Freight trends for the week of June 22–26, 2026: flatbed in historic territory, the July 4 crunch arrives and LTL begins to see pockets of upward pricing pressure.

Jun 24, 2026 8 Min Read

Shippers heading into the week of June 22–26, 2026 are facing a tighter freight market driven by three overlapping pressures: end-of-month shipping, end-of-quarter volume and the July 4 holiday slowdown. Truckload rates remain elevated, flatbed capacity is historically constrained and LTL carriers are shifting toward yield over volume. The most important near-term move is to pull freight forward before June 28 where possible and review carrier coverage, pricing and import timing now.

Key Takeaways

  • Diesel fuel prices settled at $4.832 per gallon on June 22, a drop of $0.227 from last week, but still $1.057 higher than a year ago.
  • Truckload conditions remain tight, and the June 30 to July 5 window is likely to bring added cost and service pressure.
  • Flatbed capacity is exceptionally constrained, with low truck availability and high tender rejections.
  • LTL remains viable, but pricing is becoming firmer as carriers prioritize yield over volume.
  • Importers face a narrowing window to clear freight before late July tariff increases.
  • Lightweight parcel shippers should review UPS’s new size-based pricing model against USPS and regional carrier options.

Port to Porch Forecast

Full Truckload: Why are rates still elevated?

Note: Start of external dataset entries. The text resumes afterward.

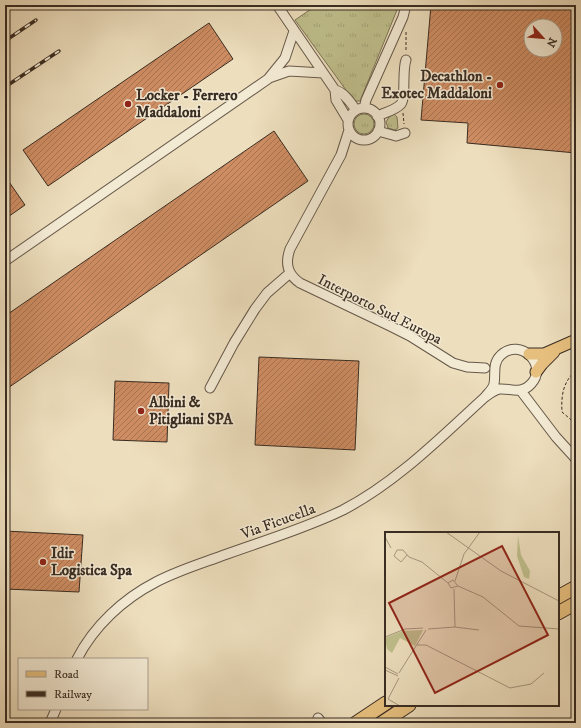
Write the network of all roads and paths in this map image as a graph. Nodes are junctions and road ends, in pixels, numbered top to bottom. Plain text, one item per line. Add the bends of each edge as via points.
1 (277, 5) edge
2 (406, 5) edge
3 (294, 31) junction
4 (406, 32) dead end
5 (406, 60) joint
6 (323, 73) junction
7 (268, 79) junction
8 (335, 90) junction
9 (402, 101) junction
10 (360, 109) junction
11 (377, 116) junction
12 (348, 120) junction
13 (349, 130) junction
14 (378, 131) junction
15 (406, 133) joint
16 (360, 140) junction
17 (341, 155) junction
18 (5, 261) edge
19 (290, 273) junction
20 (576, 340) edge
21 (557, 349) junction
22 (529, 354) junction
23 (485, 368) dead end
24 (576, 371) edge
25 (536, 372) junction
26 (495, 375) junction
27 (210, 388) dead end
28 (509, 390) junction
29 (521, 390) junction
30 (485, 397) junction
31 (576, 424) edge
32 (576, 459) edge
33 (576, 587) edge
34 (559, 596) edge
35 (576, 603) edge
36 (559, 612) edge
37 (78, 658) edge
38 (385, 704) edge
39 (408, 706) edge
40 (56, 710) edge
41 (50, 723) edge
42 (356, 723) edge
43 (382, 723) edge

1 - 3 street
2 - 10 street via 403,17
3 - 6 street
3 - 7 street via 285,58
4 - 5 path
5 - 9 street
6 - 7 street via 289,71
6 - 8 street
7 - 18 street
8 - 10 street
8 - 12 street via 336,100
9 - 11 street via 398,106
9 - 15 path
10 - 11 street via 374,112
10 - 12 street via 350,115
11 - 14 street
12 - 13 street
13 - 16 street
13 - 17 street
14 - 15 street via 398,136
14 - 16 street via 371,138
16 - 17 street
17 - 19 street via 290,249 287,265
19 - 23 street, Interporto Sud Europa via 300,283 396,329 453,363
19 - 27 street via 267,293 255,309
20 - 21 main road
21 - 22 main road via 544,354
21 - 25 main road
22 - 25 street via 534,359
22 - 26 street, Via Ficucella via 517,349 504,352 496,362
24 - 31 path via 563,387 561,400 562,412
25 - 29 street via 532,384
26 - 28 street via 500,384
26 - 30 street, Via Ficucella via 493,386
28 - 29 street, Via Ficucella
28 - 30 street, Via Ficucella via 494,390
29 - 32 street
30 - 37 street, Via Ficucella via 409,464 368,496 299,528 170,575 139,592 101,623
33 - 34 highway
35 - 36 highway
38 - 42 highway
39 - 43 highway
40 - 41 street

Truckload rates remain elevated because the market is entering a compressed shipping window shaped by end-of-month volume, end-of-quarter pressure and the July 4 holiday. Even though rates were relatively stable week over week, capacity conditions remain tight and carriers have more leverage heading into the final days of June.

Tuesday, June 30 is shaping up to be one of the most challenging single shipping days in recent memory. It falls at end of month, end of quarter and in the final week before Saturday, July 4 holiday that will take most of the freight industry offline for a long weekend. Carriers that receive tender rejections that week can hold out for better-paying freight. In the current market, most will.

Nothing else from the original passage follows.